● Instructions for the task: All entries are to be transcribed exactly. Pictures are not part of the copy.

● Records provided:
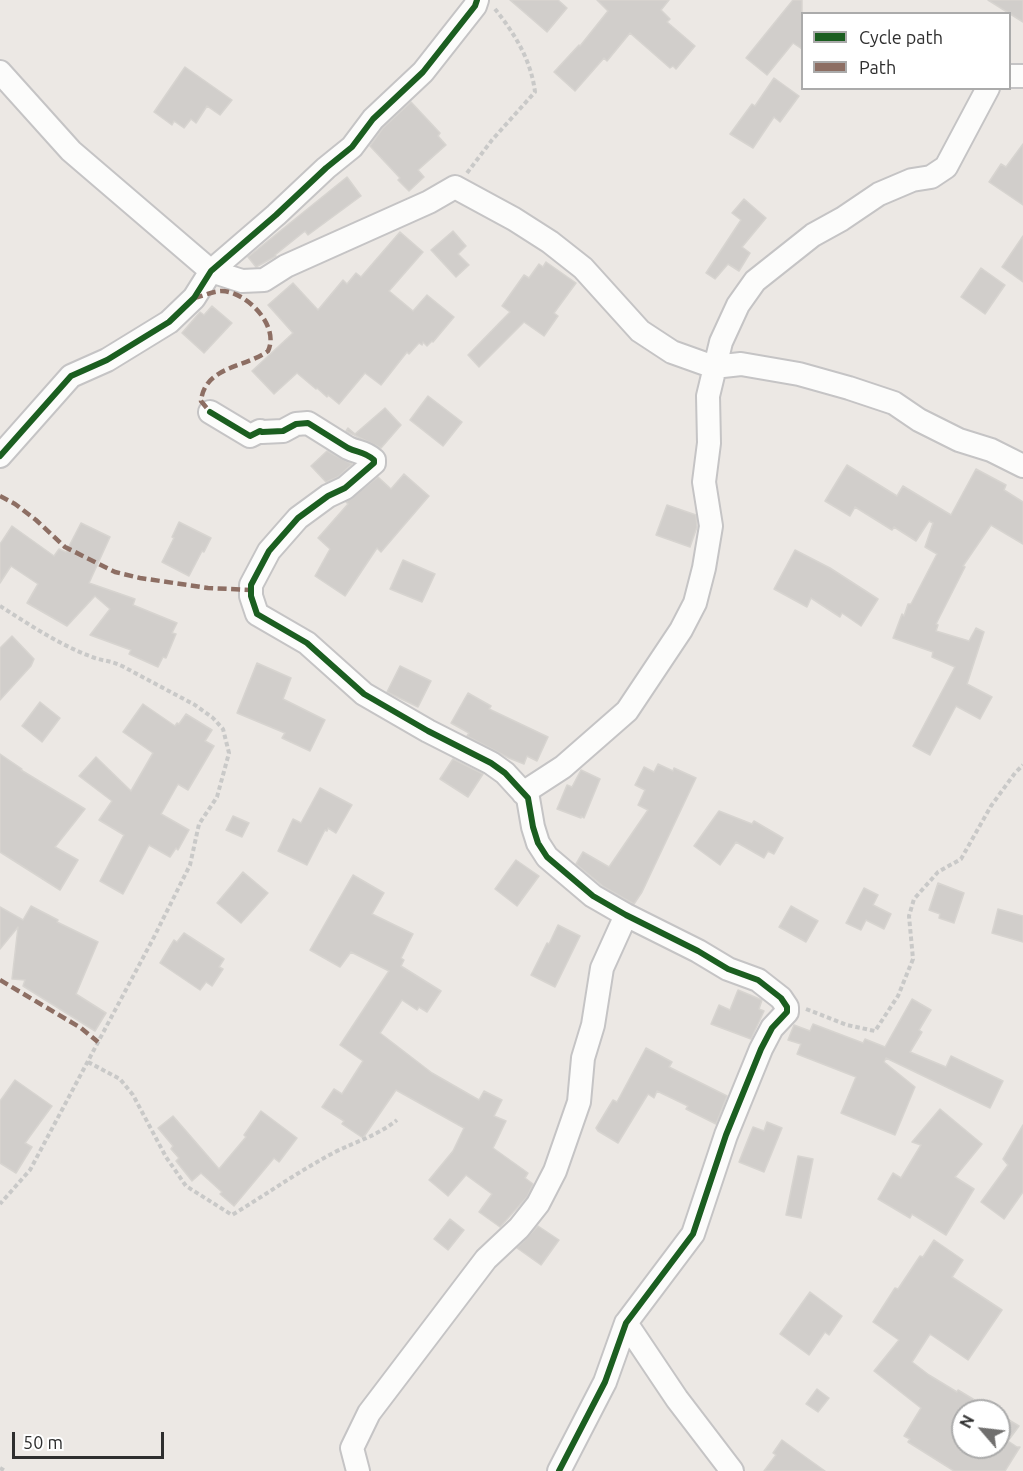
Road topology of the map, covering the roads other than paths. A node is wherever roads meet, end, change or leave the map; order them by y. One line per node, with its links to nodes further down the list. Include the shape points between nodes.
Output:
1 (485, 3): 4 (street, via 475,6 423,72 373,119 352,147)
2 (0, 72): 4 (street, via 71,151)
3 (987, 90): 5 (street, via 945,167 931,177 912,180 879,194 813,235 755,281 721,342)
4 (211, 271): 5 (street, via 242,281 264,280 455,187 550,242 583,268 640,330 672,352); 7 (street, via 194,298 169,322 107,360 71,376)
5 (714, 367): 8 (street, via 741,364 849,388 894,403 949,435); 9 (street, via 708,396 710,443 704,482 711,526 695,603 627,711 563,767)
6 (210, 412): 9 (street, via 250,436 308,423 374,460 345,488 298,518 269,551 250,585 253,606 264,619 307,643 364,694 491,763)
7 (0, 456)
8 (1023, 466)
9 (523, 793): 10 (street, via 530,803 538,843 547,857 593,896)
10 (626, 915): 11 (street, via 728,969 758,980 787,1007 757,1060 726,1135 693,1234); 12 (street, via 602,968 583,1058 579,1102 555,1171 538,1204 486,1259 369,1413 352,1448)
11 (626, 1323): 13 (street, via 605,1382); 14 (street)
12 (358, 1471)
13 (559, 1471)
14 (732, 1471)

● Answer area:
Road topology of the map, covering the roads other than paths. A node is wherever roads meet, end, change or leave the map; order them by y. One line per node, with its links to nodes further down the list. Include the shape points between nodes.
Output:
1 (485, 3): 4 (street, via 475,6 423,72 373,119 352,147)
2 (0, 72): 4 (street, via 71,151)
3 (987, 90): 5 (street, via 945,167 931,177 912,180 879,194 813,235 755,281 721,342)
4 (211, 271): 5 (street, via 242,281 264,280 455,187 550,242 583,268 640,330 672,352); 7 (street, via 194,298 169,322 107,360 71,376)
5 (714, 367): 8 (street, via 741,364 849,388 894,403 949,435); 9 (street, via 708,396 710,443 704,482 711,526 695,603 627,711 563,767)
6 (210, 412): 9 (street, via 250,436 308,423 374,460 345,488 298,518 269,551 250,585 253,606 264,619 307,643 364,694 491,763)
7 (0, 456)
8 (1023, 466)
9 (523, 793): 10 (street, via 530,803 538,843 547,857 593,896)
10 (626, 915): 11 (street, via 728,969 758,980 787,1007 757,1060 726,1135 693,1234); 12 (street, via 602,968 583,1058 579,1102 555,1171 538,1204 486,1259 369,1413 352,1448)
11 (626, 1323): 13 (street, via 605,1382); 14 (street)
12 (358, 1471)
13 (559, 1471)
14 (732, 1471)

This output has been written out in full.